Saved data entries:
Content starts

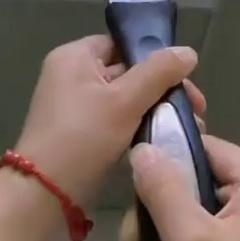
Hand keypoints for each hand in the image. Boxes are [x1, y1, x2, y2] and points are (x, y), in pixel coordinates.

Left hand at [12, 36, 205, 208]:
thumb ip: (159, 72)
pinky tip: (162, 142)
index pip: (123, 44)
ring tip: (186, 129)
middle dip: (163, 90)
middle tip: (196, 111)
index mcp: (75, 56)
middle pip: (128, 72)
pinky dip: (138, 128)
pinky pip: (115, 121)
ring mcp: (74, 106)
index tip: (187, 82)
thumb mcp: (125, 101)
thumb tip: (189, 52)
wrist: (44, 196)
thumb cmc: (83, 139)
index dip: (156, 59)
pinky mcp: (80, 133)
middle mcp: (71, 75)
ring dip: (154, 111)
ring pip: (125, 99)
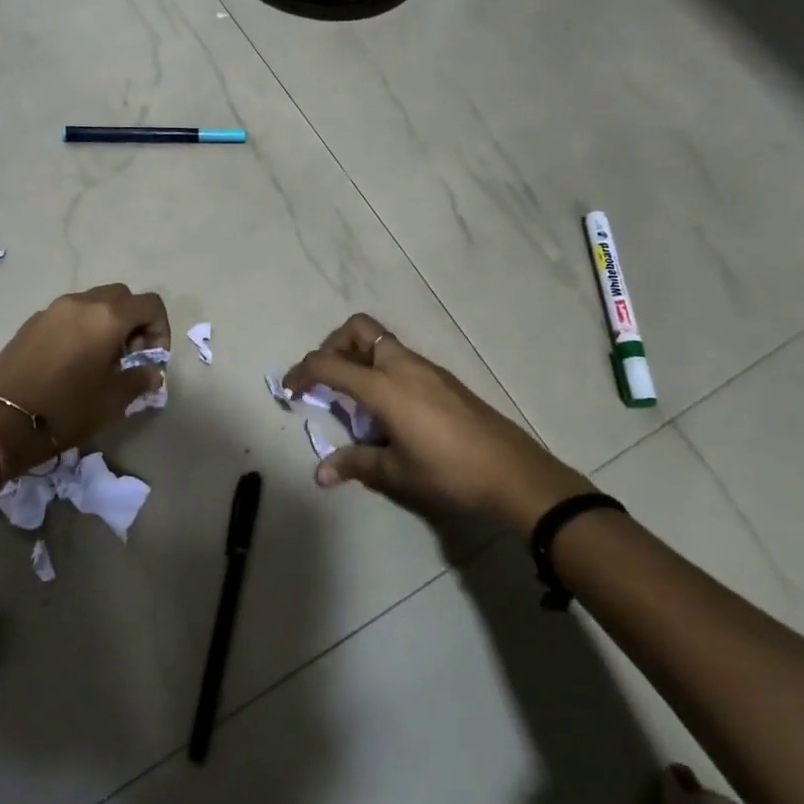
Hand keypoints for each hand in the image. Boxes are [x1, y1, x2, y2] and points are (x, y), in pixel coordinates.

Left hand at [0, 284, 169, 477]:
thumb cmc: (66, 409)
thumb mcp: (112, 400)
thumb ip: (139, 379)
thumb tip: (151, 371)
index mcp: (108, 317)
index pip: (150, 304)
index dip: (160, 328)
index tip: (152, 358)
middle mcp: (82, 302)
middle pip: (121, 296)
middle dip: (134, 320)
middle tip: (130, 355)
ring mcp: (53, 309)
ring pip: (93, 302)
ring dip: (107, 322)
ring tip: (101, 359)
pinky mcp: (31, 322)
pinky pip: (68, 314)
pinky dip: (81, 327)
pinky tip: (73, 361)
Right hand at [282, 313, 589, 532]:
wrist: (514, 473)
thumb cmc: (450, 472)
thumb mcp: (397, 473)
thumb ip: (356, 464)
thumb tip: (320, 474)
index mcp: (384, 386)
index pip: (329, 364)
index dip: (302, 372)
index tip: (289, 389)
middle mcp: (403, 365)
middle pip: (358, 329)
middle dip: (333, 346)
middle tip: (326, 381)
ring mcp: (427, 368)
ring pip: (381, 342)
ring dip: (358, 358)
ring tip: (356, 402)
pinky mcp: (443, 378)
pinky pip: (400, 359)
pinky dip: (381, 370)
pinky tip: (388, 410)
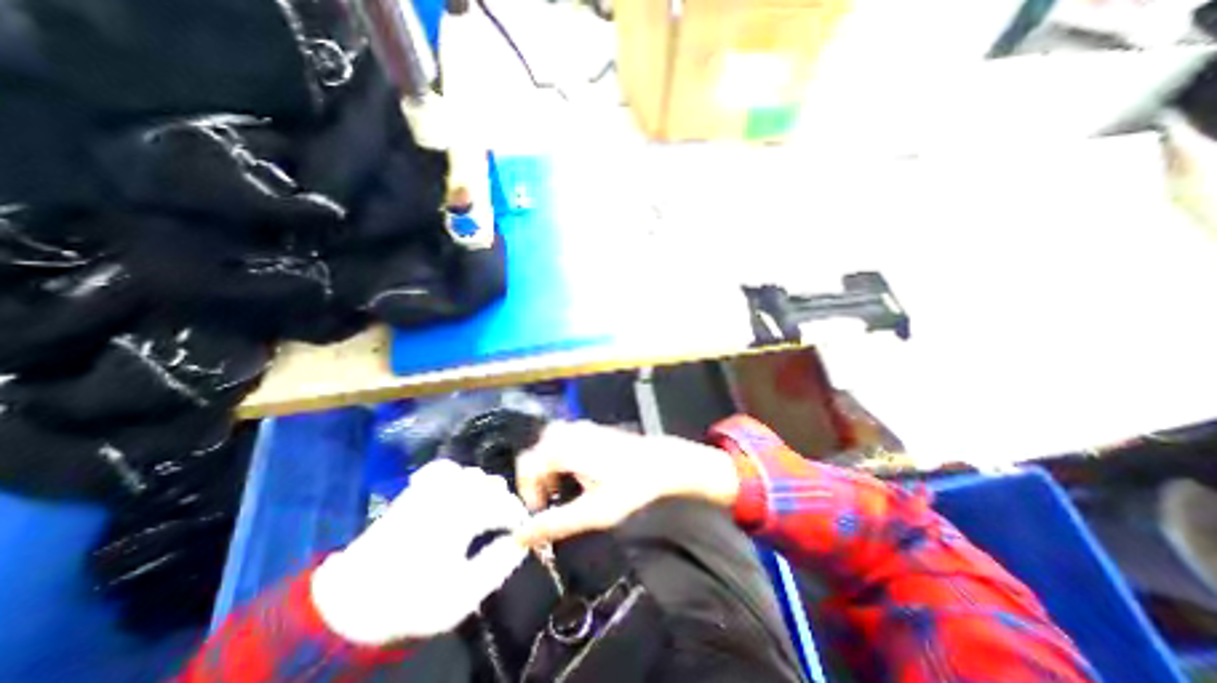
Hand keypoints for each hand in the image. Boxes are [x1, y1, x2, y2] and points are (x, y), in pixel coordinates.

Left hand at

Content ends

▶ [What the exercise asks]: What is the number of lines in the data that hold the string "index"? Answer with the number only.

▶ [Exercise solution]: 12